Most people think that weightlifting belts act like a brace to support your torso so that your core muscles don't have to. But that's NOT how weight belts work. Belts can actually help you increase the use of the abs and lower back muscles. Research on weightlifting belts has shown that for the erector spinae muscles, wearing a belt while lifting will either have little effect on the use of these muscles or will actually increase their use by up to 25%.

Studies have also shown a solid increase in the muscle activity of the rectus abdominis (the abs). These data suggest that wearing a belt may increase core development, not hinder it as many believe. This is one of the main ways that weightlifting belts help to stabilize the spine and reduce compressive forces on it. And when you're squatting or deadlifting several hundred pounds, I highly suggest you try any means possible to increase stability of the spine and reduce the compressive forces on it.

Belt Benefit #2: Increased Intra-Abdominal Pressure

Another way that belts help to stabilize the spine and reduce the stress on it is by increasing pressure in the abdominal cavity. Some studies have confirmed that wearing a belt during weight lifting increases intra-abdominal pressure by up to 40%, while one study reported that compression of the intervertebral discs were reduced by 50% when subjects wore a belt while lifting. And why is this important? Here's why...

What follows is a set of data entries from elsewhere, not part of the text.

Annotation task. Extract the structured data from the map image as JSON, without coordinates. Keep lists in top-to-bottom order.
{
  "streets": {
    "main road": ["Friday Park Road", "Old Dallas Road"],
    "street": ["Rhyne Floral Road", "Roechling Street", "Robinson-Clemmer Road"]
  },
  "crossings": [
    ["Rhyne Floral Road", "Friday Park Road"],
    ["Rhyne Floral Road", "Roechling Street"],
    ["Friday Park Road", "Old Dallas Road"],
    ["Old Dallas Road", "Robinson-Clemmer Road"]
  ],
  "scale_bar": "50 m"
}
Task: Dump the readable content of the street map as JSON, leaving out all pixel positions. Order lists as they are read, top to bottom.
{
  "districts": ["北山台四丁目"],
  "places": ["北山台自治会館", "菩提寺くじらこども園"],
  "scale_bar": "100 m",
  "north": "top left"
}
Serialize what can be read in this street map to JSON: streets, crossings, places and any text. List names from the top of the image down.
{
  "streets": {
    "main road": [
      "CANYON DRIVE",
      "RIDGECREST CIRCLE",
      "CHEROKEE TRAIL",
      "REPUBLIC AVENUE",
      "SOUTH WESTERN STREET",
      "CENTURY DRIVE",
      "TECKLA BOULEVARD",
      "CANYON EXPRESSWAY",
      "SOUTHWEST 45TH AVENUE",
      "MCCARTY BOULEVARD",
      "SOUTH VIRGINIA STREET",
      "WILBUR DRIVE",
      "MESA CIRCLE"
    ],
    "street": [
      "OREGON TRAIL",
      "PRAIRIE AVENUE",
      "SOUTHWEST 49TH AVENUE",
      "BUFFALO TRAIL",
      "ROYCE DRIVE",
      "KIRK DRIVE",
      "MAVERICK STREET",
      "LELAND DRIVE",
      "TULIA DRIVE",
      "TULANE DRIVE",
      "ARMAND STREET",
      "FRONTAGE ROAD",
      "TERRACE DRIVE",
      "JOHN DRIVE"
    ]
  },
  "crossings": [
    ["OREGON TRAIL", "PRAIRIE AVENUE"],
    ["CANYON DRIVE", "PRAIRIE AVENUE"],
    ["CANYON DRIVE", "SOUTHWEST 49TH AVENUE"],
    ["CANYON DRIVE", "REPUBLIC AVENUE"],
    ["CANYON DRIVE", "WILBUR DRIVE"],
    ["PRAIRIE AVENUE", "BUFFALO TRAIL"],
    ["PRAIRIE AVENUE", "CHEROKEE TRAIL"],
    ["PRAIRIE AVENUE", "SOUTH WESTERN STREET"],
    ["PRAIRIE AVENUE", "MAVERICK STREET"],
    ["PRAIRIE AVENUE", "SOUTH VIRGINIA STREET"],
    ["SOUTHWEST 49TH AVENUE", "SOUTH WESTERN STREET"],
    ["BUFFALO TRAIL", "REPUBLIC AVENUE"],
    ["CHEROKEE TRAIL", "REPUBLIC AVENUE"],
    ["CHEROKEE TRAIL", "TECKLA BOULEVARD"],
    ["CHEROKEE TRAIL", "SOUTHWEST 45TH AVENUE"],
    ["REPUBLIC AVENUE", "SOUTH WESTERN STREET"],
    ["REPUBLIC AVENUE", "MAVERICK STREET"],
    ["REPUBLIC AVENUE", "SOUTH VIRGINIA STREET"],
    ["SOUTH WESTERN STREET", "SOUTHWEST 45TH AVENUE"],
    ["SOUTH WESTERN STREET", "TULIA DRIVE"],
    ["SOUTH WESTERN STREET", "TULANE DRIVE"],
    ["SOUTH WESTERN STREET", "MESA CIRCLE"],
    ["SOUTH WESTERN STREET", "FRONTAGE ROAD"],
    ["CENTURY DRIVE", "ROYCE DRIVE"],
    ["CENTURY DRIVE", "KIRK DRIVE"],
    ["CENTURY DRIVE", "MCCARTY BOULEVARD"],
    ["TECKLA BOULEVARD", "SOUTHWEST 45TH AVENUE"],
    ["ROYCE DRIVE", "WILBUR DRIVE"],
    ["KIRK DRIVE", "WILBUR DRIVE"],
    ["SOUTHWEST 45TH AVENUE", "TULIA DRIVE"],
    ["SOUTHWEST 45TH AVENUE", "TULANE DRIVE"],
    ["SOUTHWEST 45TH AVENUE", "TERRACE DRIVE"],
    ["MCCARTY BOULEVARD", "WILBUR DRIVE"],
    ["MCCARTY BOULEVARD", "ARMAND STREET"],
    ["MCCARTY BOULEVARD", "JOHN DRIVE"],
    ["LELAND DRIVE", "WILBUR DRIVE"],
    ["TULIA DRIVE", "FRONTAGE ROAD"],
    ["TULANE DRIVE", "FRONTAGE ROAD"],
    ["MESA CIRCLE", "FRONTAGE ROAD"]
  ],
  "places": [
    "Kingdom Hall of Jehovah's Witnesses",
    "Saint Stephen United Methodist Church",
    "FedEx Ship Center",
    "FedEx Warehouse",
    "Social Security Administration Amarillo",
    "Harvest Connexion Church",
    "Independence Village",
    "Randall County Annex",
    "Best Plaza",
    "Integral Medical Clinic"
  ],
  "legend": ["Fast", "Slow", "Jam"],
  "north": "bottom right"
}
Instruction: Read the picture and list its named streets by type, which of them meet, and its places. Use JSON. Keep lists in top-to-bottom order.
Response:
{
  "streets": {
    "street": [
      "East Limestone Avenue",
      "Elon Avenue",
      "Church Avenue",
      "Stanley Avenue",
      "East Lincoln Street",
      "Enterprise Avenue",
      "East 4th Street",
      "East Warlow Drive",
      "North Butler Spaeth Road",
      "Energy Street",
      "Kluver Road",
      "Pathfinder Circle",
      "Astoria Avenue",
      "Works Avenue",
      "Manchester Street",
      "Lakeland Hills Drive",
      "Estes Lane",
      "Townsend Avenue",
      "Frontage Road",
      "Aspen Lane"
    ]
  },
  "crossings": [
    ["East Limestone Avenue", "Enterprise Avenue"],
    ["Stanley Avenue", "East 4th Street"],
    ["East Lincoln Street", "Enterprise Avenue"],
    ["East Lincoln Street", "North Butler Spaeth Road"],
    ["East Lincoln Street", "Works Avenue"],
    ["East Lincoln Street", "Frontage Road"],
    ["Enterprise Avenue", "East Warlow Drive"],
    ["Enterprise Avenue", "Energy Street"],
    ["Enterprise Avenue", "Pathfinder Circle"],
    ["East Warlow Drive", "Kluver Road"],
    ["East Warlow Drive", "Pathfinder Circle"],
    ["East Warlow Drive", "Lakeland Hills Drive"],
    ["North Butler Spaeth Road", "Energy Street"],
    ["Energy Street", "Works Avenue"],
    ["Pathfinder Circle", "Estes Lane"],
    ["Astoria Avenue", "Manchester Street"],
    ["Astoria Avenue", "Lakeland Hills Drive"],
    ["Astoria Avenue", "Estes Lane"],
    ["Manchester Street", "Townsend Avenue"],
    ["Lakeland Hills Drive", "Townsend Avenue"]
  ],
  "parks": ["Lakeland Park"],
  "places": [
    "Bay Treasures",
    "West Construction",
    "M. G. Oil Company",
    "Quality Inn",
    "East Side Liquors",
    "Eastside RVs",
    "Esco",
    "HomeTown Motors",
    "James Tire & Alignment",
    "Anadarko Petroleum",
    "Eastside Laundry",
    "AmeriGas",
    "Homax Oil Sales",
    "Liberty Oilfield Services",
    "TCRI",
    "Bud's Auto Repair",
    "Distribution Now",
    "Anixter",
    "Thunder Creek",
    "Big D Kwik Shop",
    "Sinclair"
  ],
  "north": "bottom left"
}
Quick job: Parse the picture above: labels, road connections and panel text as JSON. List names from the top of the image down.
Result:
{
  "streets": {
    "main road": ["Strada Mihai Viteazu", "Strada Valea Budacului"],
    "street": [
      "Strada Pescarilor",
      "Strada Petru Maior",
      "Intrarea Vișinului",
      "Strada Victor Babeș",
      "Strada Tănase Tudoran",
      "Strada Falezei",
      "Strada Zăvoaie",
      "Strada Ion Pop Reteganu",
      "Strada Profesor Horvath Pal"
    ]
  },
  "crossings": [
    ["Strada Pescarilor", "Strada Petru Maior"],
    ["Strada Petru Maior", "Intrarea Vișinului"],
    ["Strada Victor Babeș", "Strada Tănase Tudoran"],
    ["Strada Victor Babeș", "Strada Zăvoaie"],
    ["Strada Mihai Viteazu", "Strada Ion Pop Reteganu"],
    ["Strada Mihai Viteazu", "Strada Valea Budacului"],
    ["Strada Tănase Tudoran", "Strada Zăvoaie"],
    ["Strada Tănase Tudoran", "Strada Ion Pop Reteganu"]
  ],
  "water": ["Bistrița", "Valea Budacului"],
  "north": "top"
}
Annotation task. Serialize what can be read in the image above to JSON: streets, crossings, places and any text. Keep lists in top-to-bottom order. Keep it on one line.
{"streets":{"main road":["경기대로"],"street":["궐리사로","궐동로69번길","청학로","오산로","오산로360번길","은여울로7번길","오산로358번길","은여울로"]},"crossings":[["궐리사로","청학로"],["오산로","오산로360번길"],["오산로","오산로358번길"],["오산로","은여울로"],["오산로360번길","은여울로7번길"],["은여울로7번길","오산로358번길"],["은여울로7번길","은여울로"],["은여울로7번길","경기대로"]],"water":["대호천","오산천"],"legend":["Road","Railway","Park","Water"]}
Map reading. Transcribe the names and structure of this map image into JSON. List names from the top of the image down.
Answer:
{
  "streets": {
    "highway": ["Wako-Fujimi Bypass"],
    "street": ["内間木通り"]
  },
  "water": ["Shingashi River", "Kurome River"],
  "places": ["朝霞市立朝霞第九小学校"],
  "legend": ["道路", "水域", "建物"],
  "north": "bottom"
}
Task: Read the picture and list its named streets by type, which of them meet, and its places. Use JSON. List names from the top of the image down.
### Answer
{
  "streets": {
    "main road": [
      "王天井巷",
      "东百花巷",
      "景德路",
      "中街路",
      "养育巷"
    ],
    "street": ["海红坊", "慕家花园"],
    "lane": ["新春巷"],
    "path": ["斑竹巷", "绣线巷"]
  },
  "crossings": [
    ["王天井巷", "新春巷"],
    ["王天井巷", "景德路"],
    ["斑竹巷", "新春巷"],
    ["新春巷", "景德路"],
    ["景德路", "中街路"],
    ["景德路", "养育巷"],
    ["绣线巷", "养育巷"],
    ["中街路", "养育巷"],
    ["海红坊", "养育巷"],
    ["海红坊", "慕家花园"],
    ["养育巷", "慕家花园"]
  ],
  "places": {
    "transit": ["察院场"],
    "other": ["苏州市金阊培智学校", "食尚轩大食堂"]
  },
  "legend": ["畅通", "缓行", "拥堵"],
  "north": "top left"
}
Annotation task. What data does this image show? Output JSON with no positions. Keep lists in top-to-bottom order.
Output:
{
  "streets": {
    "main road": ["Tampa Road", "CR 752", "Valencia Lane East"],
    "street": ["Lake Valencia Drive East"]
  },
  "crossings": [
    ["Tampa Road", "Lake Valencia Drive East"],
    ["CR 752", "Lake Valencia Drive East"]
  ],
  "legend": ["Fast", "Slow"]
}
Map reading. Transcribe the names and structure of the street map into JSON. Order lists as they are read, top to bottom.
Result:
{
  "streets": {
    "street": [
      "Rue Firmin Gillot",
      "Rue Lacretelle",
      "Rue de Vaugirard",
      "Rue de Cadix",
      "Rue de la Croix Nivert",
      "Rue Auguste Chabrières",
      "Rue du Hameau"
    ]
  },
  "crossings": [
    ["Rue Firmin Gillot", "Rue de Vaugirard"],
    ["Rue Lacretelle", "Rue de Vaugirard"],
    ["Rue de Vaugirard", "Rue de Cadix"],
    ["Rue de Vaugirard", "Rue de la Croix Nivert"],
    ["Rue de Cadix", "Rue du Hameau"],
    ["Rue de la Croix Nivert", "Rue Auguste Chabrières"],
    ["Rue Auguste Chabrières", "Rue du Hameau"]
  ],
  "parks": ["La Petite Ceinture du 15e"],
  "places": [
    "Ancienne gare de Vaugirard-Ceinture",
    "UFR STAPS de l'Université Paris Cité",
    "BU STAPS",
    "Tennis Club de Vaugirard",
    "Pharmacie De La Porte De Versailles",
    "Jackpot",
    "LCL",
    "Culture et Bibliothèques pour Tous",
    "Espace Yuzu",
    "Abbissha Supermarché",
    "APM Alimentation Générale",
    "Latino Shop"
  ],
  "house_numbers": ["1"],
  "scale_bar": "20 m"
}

Increasing intra-abdominal pressure is similar to inflating a balloon inside your abdominal cavity – the inside pressure in the abdominal cavity pushes on the spine to support it from the inside while the core muscles in the abdominal wall and lower back push on the spine from the outside. This inside and outside pressure acts to stabilize the spine and reduce the stress it receives when lifting heavy weights. And this is how lifting belts can help to protect against back injuries during lifting. It's NOT due to the belt supplying the support; it's due to the way the body reacts to the belt that supplies the spinal support.

Belt Benefit #3: Improved Biomechanics When Lifting

Yet another way that belts may help reduce back injuries is due to the change in biomechanics it causes. Research shows that when lifting boxes, wearing a lifting belt reduces the amount of spinal flexion (forward bend at the spine), spinal extension (bending back of the spine) and lateral flexion of the spine (bending side to side) while increasing the amount of flexion at...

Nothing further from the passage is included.